54″ backboard, no installation, 4-inch square pole, pole padding, crank adjust
Polycarbonate backboard, 3-section pole, stability
The Spalding 6839R features a 54″ polycarbonate backboard, a 4-inch square pole, and infinite adjustment from 7.5 to 10 feet. The adjustment is made with the Screw Jack Lift System, which is a crank handle mechanism. The pole comes in 3 sections. Also included is a pole pad, an Arena Slam rim, and a 40 gallon base that can be filled with water or sand. The 68395R is backed by a 5-year limited warranty.
What To Like
- 4-inch square pole. A square pole is more rigid than a round one, and 4-inches is slightly thicker than the lower level hoops.
- No installation. In-ground hoops are superior as far as stability is concerned, but the installation process takes time and effort. Another benefit with portable hoops is being able to easy transport them to another location if necessary.
- 54″ backboard. A 54″ is a good size for either a one or two car driveway. This is just large enough to realistically be able to shoot bank shots. The ideal size for most homeowners is 60″, but this is the next biggest size. Simply put: it’s not ideal, but it’s good enough.
- Pole padding. This may not seem like a big deal, but most hoops in this price range don’t have one. In fact, I have seen some hoops cost over $1000 that didn’t come with a pole pad. It provides a nice cushion in case a player runs into it, plus it has a nice look to it.
- Crank adjust. I prefer crank adjust over gas assisted mechanisms because they last longer and are more precise. The only downside is that you will have to do some manual labor while lowering or raising the hoop, though it’s really not much trouble.
What Not To Like
- Polycarbonate backboard. This is a very strong material, and there is nothing wrong with it. However, the reason I have it as a con because you can get the Spalding 68454 for just a little more money, and it has a tempered glass backboard.
- 3-section pole. A pole with this many sections is not going to be as sturdy, plus putting them together takes some work.
- Stability. The one thing I really don’t like about most portable hoops is they just aren’t as sturdy as their in-ground or mounted counterparts. This is such a key feature for the overall performance of a hoop. What you gain in mobility, you lose with stability.
If cost isn’t a factor, then Spalding 68454 is the better buy because it has a tempered glass backboard. This material is far superior to polycarbonate. Not only does it perform better, but it’s also more durable.

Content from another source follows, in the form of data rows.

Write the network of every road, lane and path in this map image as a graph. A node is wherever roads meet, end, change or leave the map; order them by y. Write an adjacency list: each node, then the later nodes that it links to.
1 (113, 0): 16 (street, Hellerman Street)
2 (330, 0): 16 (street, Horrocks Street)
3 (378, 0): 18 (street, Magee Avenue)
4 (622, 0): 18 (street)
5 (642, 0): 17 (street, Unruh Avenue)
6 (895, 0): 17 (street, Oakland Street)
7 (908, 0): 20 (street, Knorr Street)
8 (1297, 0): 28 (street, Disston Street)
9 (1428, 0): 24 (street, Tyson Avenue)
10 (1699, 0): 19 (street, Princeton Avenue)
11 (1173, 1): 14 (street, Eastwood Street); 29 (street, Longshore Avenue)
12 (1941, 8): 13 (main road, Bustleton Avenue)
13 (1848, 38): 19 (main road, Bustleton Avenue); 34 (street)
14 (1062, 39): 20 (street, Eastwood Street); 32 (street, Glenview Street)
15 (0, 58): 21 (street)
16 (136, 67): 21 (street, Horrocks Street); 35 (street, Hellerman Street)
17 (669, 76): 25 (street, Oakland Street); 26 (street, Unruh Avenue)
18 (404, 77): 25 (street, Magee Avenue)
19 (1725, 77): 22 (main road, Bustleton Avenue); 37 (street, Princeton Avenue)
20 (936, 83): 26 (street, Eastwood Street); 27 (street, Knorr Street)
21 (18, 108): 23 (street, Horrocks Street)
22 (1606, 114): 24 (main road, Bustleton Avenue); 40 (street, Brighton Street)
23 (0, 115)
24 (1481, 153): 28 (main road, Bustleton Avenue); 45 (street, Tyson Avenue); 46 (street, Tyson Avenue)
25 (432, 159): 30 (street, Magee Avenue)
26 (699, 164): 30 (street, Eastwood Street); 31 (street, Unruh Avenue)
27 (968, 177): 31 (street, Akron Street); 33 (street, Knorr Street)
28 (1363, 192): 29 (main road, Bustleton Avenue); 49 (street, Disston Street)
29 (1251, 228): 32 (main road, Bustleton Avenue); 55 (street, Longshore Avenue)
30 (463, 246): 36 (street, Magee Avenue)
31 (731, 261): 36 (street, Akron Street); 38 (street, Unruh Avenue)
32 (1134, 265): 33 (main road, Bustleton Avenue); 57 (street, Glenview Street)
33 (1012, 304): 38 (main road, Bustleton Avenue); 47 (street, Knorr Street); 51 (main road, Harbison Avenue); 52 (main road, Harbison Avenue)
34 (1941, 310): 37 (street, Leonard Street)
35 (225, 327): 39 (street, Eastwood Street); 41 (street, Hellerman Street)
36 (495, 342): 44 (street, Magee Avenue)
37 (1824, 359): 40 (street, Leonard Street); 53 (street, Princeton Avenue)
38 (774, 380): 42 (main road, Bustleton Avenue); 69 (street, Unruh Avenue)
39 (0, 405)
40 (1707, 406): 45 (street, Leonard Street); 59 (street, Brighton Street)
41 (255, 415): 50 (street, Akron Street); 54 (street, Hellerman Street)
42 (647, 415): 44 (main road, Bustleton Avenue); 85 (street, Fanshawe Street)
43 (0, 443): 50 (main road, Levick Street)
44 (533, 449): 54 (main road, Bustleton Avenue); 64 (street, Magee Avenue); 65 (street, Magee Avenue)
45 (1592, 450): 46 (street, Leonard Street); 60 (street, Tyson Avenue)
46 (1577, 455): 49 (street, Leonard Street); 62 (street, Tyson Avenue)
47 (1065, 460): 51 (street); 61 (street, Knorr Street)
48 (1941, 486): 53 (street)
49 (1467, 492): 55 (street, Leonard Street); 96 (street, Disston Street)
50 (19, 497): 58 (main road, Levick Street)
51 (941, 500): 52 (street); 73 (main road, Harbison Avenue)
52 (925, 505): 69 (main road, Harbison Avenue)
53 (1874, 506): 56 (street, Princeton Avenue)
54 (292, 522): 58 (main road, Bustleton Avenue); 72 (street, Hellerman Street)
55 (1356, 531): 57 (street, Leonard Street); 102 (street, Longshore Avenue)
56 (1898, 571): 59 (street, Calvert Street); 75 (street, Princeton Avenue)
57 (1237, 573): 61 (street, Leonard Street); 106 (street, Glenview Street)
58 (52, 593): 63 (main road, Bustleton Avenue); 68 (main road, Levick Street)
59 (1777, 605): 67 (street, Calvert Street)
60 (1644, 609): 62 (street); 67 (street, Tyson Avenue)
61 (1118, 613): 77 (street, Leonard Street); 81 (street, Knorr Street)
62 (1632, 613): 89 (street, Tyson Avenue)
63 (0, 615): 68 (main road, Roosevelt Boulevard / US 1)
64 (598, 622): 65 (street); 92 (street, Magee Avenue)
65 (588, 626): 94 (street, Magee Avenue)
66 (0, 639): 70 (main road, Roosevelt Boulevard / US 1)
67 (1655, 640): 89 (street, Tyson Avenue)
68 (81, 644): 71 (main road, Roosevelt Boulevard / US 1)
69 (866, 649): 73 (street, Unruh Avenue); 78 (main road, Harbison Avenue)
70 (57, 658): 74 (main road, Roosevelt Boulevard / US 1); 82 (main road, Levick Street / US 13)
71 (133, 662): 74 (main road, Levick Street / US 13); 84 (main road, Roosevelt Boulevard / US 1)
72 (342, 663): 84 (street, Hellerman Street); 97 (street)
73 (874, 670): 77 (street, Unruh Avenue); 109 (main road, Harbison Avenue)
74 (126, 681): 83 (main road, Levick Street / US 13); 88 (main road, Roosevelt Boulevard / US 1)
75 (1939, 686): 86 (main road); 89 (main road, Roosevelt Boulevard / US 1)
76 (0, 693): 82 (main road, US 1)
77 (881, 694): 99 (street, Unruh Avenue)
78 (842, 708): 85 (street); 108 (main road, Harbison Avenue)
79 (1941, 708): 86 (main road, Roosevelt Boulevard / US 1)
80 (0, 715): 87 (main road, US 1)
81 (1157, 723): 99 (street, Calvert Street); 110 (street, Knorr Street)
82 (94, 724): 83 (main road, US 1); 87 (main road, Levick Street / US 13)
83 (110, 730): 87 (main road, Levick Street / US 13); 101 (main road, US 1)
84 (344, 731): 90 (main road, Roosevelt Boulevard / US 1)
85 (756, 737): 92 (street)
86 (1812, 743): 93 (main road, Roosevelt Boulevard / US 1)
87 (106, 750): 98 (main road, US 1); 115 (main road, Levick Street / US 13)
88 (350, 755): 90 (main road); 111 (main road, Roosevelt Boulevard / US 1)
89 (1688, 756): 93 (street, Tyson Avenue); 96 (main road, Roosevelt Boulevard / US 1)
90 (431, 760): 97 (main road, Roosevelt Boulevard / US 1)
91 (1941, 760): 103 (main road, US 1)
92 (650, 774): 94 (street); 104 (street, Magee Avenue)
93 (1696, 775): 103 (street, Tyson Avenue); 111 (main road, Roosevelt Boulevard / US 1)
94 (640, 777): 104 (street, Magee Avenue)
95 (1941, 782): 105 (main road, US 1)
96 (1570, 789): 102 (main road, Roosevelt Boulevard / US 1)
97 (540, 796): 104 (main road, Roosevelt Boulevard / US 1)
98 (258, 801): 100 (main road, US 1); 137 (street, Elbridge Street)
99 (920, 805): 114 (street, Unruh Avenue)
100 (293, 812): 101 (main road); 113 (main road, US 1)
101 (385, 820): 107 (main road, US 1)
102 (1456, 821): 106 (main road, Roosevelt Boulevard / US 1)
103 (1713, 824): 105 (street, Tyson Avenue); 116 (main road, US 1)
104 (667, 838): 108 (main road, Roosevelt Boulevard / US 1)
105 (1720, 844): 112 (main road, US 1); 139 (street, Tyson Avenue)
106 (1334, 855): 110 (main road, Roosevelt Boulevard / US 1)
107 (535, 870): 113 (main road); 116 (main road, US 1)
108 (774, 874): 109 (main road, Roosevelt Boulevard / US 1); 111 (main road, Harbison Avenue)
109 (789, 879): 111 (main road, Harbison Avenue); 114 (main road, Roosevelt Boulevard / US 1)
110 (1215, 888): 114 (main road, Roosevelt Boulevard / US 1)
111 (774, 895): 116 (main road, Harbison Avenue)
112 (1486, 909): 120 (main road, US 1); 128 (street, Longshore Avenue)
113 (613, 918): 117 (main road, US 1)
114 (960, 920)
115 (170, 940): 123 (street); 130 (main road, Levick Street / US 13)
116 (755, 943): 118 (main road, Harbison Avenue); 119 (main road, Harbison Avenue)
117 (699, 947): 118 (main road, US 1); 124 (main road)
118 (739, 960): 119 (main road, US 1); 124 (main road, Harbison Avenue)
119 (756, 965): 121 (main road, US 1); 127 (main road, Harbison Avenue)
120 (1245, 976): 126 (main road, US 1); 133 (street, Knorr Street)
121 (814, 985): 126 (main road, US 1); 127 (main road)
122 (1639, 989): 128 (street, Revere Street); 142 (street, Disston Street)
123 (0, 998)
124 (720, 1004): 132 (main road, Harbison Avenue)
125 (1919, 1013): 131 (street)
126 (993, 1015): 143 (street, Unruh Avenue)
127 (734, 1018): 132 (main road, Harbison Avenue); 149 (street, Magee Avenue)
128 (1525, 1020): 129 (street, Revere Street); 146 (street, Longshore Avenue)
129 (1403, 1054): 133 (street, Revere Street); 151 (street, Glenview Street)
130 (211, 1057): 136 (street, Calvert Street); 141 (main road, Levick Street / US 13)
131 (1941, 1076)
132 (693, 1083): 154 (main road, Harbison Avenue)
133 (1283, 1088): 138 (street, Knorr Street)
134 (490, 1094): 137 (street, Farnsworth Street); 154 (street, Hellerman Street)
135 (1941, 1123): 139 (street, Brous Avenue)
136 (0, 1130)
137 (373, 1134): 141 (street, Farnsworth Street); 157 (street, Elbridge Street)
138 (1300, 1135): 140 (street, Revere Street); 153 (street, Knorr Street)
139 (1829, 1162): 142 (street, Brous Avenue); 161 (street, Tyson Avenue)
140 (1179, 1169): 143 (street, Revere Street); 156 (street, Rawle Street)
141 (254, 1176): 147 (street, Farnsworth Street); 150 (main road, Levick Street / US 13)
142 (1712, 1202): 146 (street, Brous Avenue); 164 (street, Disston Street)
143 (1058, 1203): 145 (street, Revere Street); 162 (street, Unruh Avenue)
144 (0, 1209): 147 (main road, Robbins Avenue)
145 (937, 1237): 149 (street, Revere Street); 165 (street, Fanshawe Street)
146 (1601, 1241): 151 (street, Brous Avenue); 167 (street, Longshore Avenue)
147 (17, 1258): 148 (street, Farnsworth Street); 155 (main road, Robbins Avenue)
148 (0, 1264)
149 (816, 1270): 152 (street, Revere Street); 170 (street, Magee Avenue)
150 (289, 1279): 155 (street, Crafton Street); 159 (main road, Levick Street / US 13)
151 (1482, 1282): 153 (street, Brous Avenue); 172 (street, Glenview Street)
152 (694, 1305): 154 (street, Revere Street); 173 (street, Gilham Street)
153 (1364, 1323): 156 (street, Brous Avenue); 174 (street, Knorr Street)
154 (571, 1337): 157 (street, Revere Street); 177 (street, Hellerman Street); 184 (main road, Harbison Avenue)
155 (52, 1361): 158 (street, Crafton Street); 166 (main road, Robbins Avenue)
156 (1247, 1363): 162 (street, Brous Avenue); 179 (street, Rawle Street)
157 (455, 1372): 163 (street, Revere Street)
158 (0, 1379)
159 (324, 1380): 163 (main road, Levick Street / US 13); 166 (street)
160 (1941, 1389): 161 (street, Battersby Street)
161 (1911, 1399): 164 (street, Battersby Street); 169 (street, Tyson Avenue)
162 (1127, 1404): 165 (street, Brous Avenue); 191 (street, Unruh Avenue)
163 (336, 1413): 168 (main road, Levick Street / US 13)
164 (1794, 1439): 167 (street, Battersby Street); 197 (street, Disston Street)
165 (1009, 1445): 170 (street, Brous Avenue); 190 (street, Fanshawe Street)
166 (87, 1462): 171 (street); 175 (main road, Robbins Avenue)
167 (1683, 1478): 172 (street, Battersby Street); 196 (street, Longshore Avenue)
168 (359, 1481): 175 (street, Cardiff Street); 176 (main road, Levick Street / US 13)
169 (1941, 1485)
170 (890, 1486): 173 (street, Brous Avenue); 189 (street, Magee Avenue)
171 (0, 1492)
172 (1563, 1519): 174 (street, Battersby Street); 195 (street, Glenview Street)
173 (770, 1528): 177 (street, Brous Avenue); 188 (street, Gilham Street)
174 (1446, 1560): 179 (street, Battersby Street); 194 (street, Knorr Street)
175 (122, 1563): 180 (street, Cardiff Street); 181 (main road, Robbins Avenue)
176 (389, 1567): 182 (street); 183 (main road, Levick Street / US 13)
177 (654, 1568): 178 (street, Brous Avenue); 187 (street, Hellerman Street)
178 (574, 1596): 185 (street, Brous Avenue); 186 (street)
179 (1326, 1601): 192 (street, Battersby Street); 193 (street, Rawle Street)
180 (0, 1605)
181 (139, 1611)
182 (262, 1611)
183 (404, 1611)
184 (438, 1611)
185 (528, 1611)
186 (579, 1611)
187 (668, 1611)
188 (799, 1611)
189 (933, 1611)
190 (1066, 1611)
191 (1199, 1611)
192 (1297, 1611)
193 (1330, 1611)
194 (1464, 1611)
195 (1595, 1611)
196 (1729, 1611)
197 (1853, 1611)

The Spalding 6839R is a middle of the road to low end Spalding Portable hoop. This is the scenario in which I would buy this hoop: If I only have one or two kids, if I was putting it into a shop or other area where it is rarely played or if I my kids are young and you want a less expensive hoop. The Polycarbonate backboard is not going to wow anybody, but it is sturdy enough. I would quit being so cheap and spend a little more money and upgrade to a better Spalding portable hoop.